*Your instructions*
Report back every line in the data that includes the string "Service".
•••••
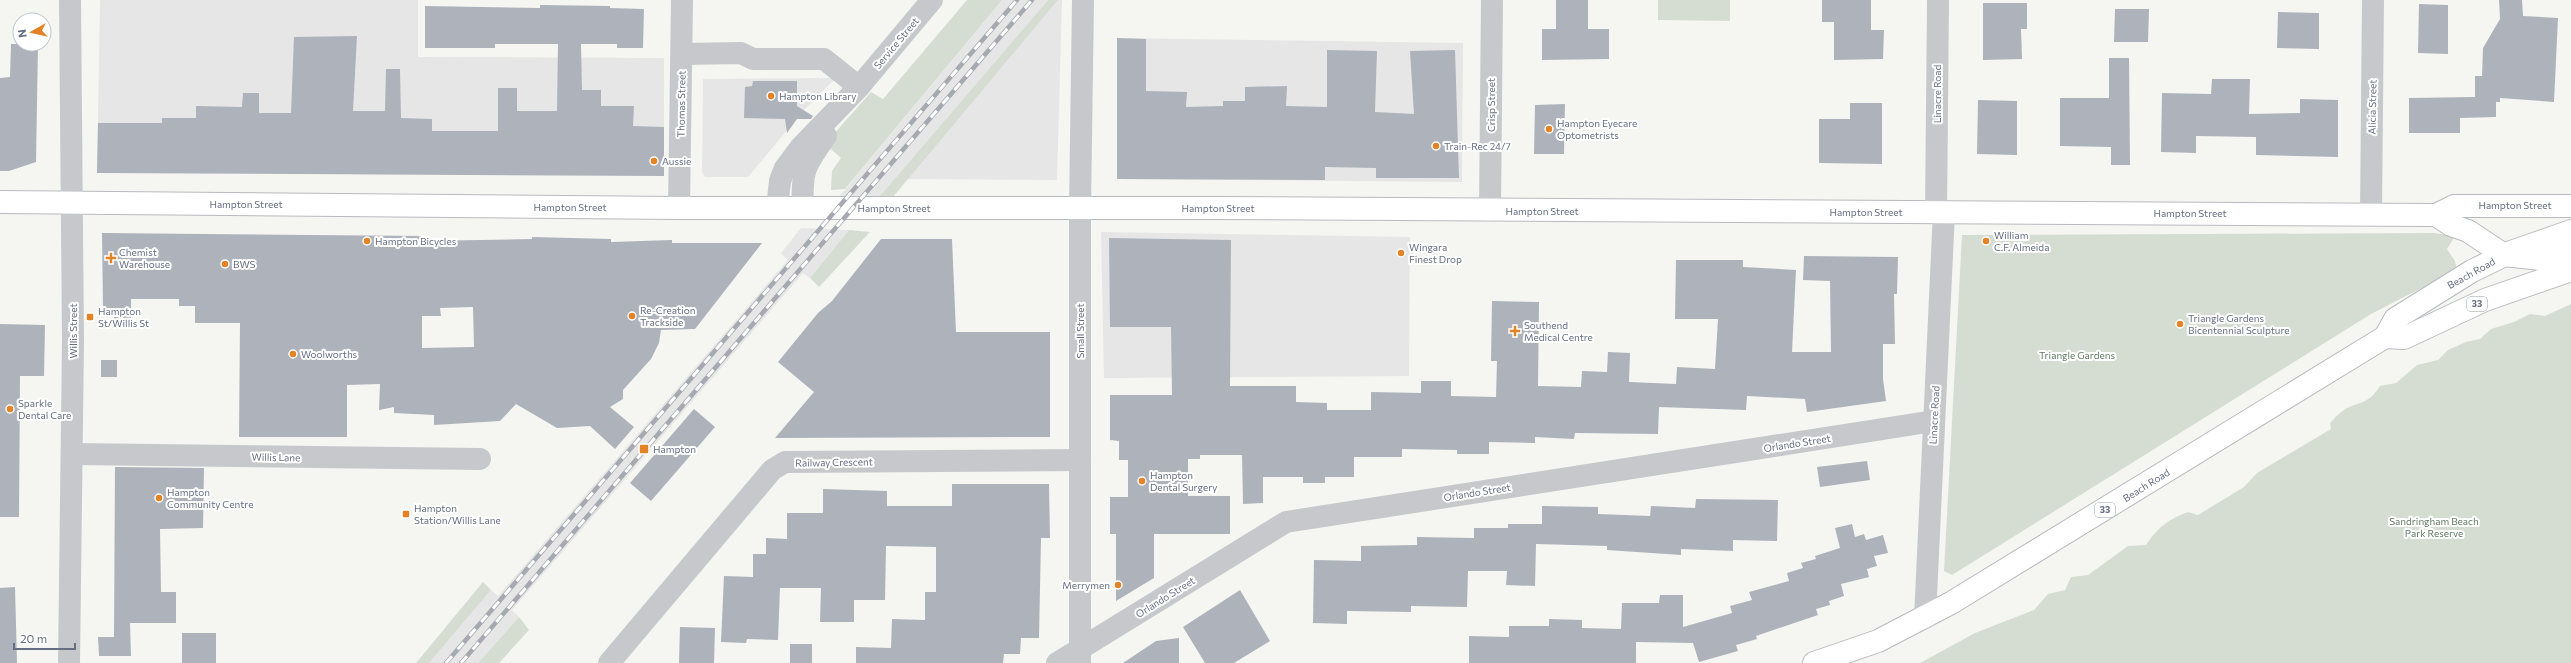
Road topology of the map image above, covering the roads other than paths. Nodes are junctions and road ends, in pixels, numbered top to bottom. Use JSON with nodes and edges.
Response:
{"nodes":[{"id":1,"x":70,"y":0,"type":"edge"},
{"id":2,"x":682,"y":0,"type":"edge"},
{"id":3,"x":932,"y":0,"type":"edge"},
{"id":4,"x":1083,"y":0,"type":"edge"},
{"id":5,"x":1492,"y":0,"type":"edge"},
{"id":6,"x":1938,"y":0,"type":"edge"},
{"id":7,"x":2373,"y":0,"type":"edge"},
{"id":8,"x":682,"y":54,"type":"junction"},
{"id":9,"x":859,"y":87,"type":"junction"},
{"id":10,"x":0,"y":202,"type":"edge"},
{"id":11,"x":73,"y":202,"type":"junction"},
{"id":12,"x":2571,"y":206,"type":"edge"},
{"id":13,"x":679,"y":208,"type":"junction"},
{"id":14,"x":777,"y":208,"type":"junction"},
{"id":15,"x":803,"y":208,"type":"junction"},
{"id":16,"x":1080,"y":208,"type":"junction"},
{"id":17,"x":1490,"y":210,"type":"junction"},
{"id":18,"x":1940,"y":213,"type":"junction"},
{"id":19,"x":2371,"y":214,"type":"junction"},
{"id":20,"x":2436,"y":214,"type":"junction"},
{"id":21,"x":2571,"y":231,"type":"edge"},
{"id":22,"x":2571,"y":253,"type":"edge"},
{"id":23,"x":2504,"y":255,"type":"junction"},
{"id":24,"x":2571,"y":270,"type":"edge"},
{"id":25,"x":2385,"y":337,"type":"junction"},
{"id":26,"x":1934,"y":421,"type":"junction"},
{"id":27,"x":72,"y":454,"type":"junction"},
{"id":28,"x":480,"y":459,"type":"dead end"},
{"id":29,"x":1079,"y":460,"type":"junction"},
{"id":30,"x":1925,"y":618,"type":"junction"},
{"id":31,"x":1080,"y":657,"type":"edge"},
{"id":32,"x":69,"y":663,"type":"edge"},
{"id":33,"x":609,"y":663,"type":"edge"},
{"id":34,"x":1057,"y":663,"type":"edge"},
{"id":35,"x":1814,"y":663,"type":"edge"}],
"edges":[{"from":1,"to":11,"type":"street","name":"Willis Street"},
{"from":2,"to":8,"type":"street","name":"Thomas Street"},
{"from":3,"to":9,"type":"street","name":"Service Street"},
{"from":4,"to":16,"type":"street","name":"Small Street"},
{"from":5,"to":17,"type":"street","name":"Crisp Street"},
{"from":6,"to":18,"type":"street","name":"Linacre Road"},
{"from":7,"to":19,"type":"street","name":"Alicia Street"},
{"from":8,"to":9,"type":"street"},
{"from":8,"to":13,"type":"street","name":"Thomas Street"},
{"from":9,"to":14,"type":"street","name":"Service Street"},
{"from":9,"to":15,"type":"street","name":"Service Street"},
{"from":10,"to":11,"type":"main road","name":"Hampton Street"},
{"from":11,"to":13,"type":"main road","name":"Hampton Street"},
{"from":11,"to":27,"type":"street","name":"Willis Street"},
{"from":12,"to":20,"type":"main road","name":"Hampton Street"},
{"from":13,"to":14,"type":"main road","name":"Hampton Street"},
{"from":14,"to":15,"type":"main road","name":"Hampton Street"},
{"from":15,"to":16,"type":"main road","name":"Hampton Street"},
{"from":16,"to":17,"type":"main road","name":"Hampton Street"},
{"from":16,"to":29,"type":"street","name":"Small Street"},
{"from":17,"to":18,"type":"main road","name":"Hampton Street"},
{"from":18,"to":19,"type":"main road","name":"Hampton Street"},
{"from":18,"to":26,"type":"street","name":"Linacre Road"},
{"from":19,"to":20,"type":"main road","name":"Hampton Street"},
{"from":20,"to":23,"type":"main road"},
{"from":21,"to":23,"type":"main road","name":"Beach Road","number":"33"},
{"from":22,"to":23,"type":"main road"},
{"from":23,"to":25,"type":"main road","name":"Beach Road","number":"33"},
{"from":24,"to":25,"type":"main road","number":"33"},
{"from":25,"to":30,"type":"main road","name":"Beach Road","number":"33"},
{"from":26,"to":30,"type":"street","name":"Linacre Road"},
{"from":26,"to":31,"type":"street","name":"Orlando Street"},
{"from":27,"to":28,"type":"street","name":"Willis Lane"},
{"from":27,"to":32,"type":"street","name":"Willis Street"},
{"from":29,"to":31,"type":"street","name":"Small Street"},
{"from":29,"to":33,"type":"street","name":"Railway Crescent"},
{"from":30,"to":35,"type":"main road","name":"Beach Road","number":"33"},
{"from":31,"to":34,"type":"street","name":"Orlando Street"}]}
•••••
*Output for this exercise*
{"from":3,"to":9,"type":"street","name":"Service Street"},
{"from":9,"to":14,"type":"street","name":"Service Street"},
{"from":9,"to":15,"type":"street","name":"Service Street"},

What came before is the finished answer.